Younger workers could potentially turn a proposed one-year State Pension cash-out into a retirement pot worth almost £1 million, according to analysis from investing and trading platform IG.
Reports this week suggested ministers are considering proposals that would allow workers with at least 10 years of National Insurance contributions to exchange one year of State Pension entitlement for a lump sum payment of £12,548.
IG analysed how that lump sum would have performed if invested in major stock market indices over the past 30 and 40 years. The analysis found that a 28-year-old investing £12,548 and leaving it untouched until age 68 could have seen the money grow to £984,179 if invested in the S&P 500. The same investment would have reached £423,463 in the MSCI World Index and £199,829 in the FTSE 100.
Even over a shorter 30-year investment horizon, starting from 1996, a £12,548 investment would have grown to £280,906 in the S&P 500, £174,752 in the MSCI World and £85,485 in the FTSE 100.
It should be noted that these figures are not adjusted for inflation. According to the Bank of England’s inflation calculator, £12,548 today would be equivalent to approximately £25,862 in 1996 and £38,484 in 1986. While the stock market returns shown above comfortably outpaced inflation over both periods, the comparison highlights the importance of considering the changing value of money when assessing long-term investment performance.

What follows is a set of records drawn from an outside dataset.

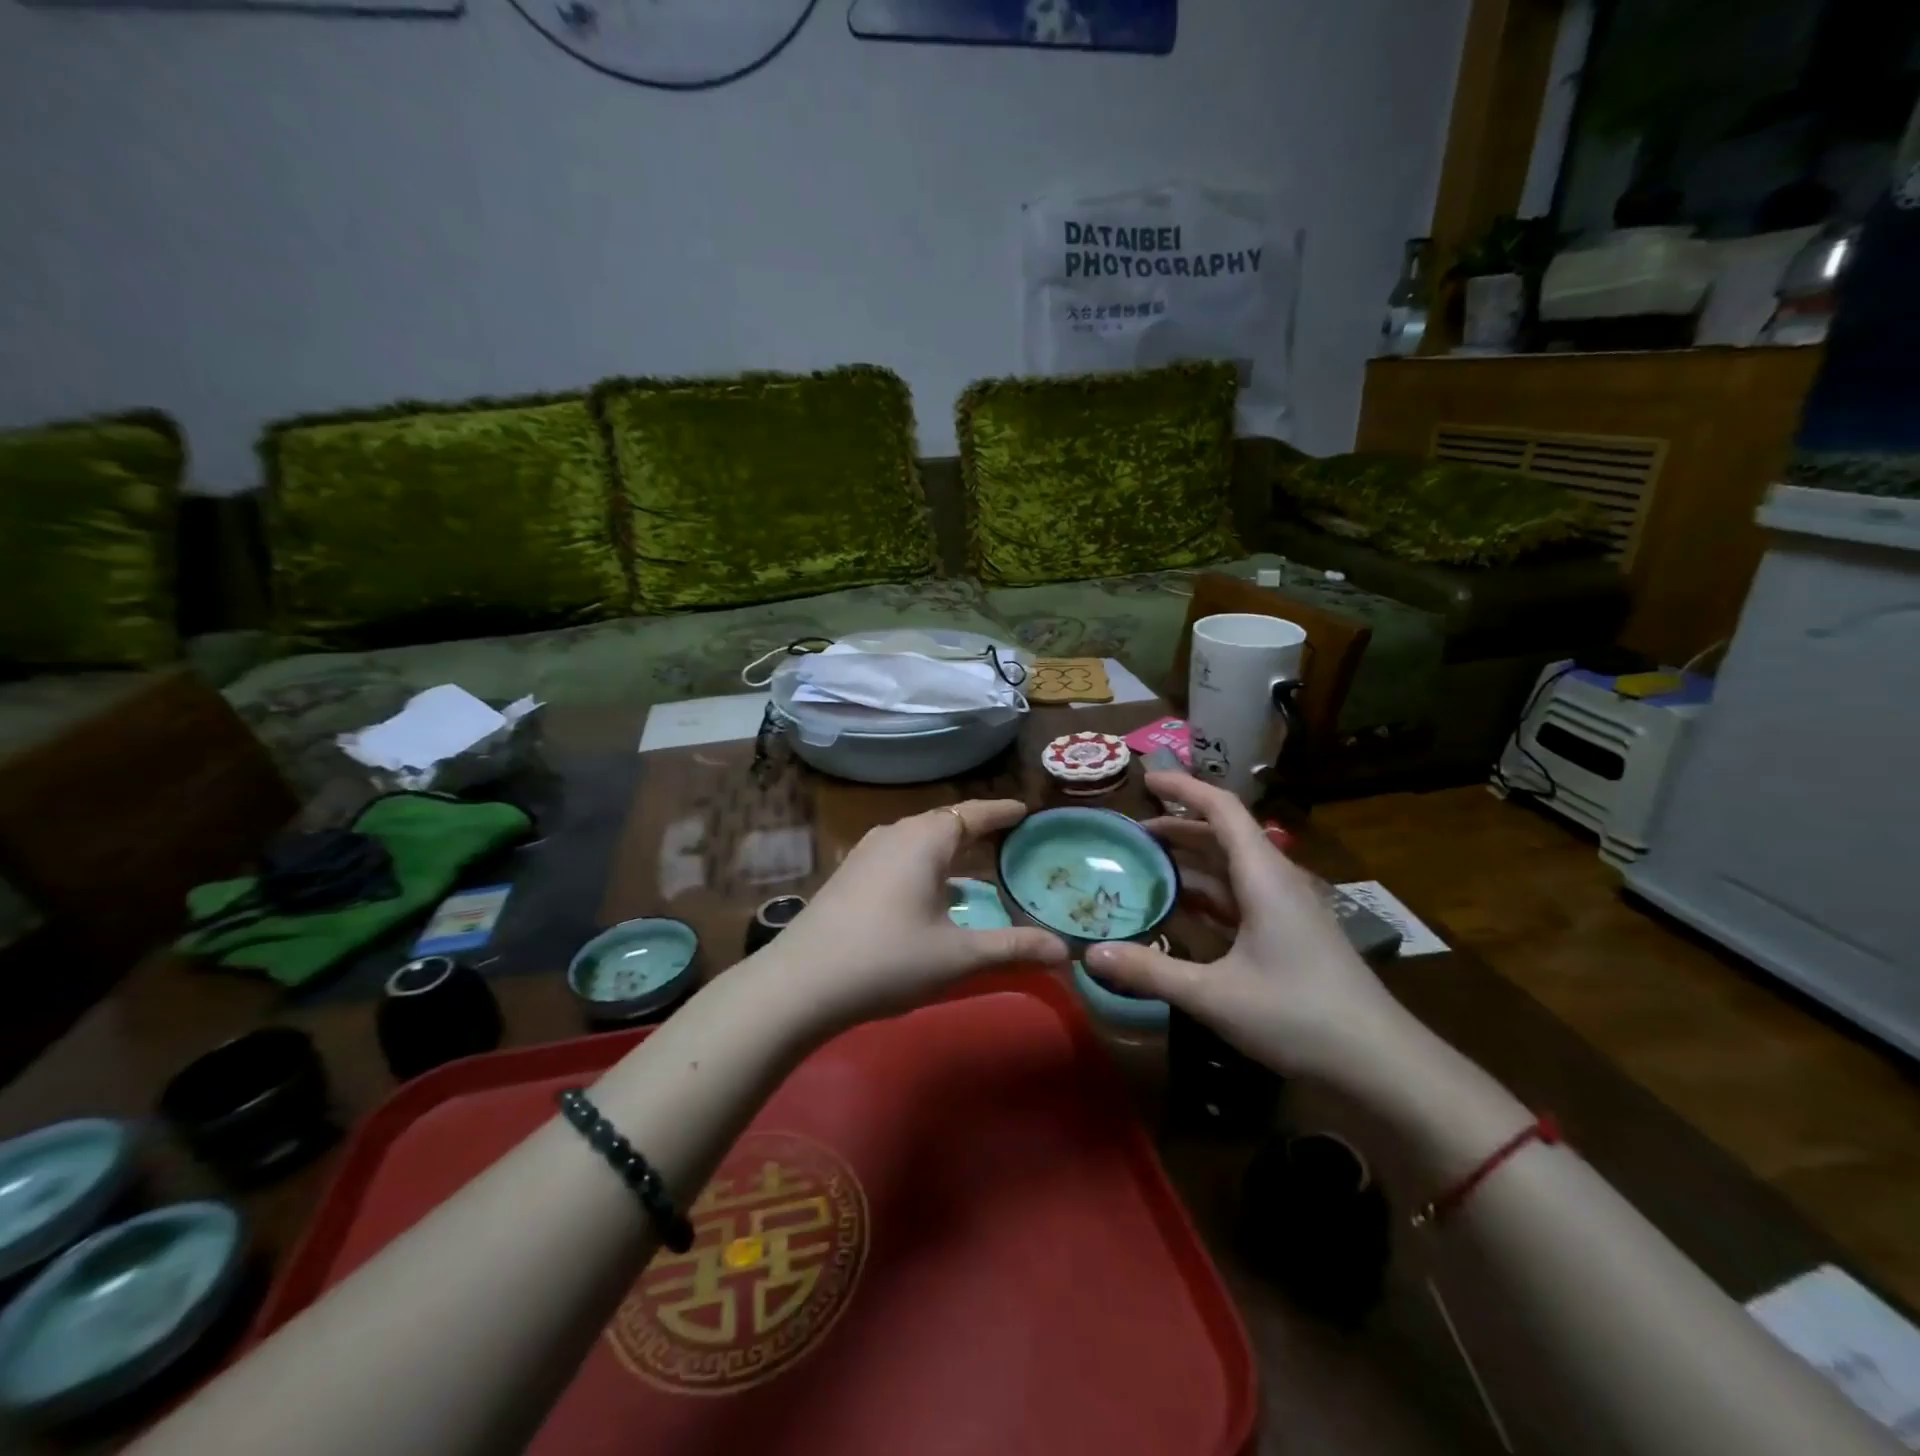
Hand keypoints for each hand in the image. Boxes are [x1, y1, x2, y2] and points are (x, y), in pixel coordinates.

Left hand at [755, 800, 1067, 1030]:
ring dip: (948, 849)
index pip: (973, 812)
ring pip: (918, 840)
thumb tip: (1066, 951)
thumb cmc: (887, 959)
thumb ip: (1013, 948)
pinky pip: (899, 856)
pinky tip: (931, 894)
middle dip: (977, 829)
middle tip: (1010, 840)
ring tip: (975, 865)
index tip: (1026, 810)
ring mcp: (866, 853)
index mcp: (924, 839)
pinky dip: (924, 865)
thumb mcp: (958, 956)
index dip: (1001, 811)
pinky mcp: (849, 875)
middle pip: (945, 822)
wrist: (799, 984)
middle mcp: (895, 834)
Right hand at [1084, 773, 1404, 1078]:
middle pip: (1223, 836)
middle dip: (1177, 828)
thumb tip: (1090, 954)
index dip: (1184, 788)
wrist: (1380, 1064)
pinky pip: (1240, 899)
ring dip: (1191, 864)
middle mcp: (1276, 881)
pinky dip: (1207, 896)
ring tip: (1145, 868)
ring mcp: (1286, 909)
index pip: (1222, 809)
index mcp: (1264, 877)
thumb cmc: (1297, 1016)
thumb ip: (1151, 970)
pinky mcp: (1290, 934)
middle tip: (1129, 835)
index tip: (1146, 779)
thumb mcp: (1214, 996)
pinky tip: (1179, 912)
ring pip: (1231, 870)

Table shows returns from key stocks indices based on historical performance
| Index | Value after 30 years (invested in 1996) | Value after 40 years (invested in 1986) |
| S&P 500 | £280,906 | £984,179 |
| MSCI World | £174,752 | £423,463 |
| FTSE 100 | £85,485 | £199,829 |
*Data taken from xxx. Past performance is not an accurate indicator of future results
The findings highlight the long-term power of investing and compounding, particularly for younger savers with decades until retirement. While a guaranteed State Pension income provides certainty in later life, historical market returns suggest that some investors may have been able to generate substantially greater wealth by investing a lump sum over the long term
Aaron Bright, Analyst at IG, said: “The proposals currently being discussed raise an interesting question about how younger workers balance guaranteed retirement income against the opportunity to build wealth through investing.
“For younger people with decades until retirement, time is one of the most valuable assets they have. History shows that investing over long periods has often delivered returns that outpace inflation and cash savings, thanks to the power of compounding“
“The purpose of this analysis is to illustrate the long-term trade-offs that younger workers may wish to consider if proposals such as these were ever introduced. Any decision would need to weigh the potential for investment growth against the value and certainty of future State Pension income.”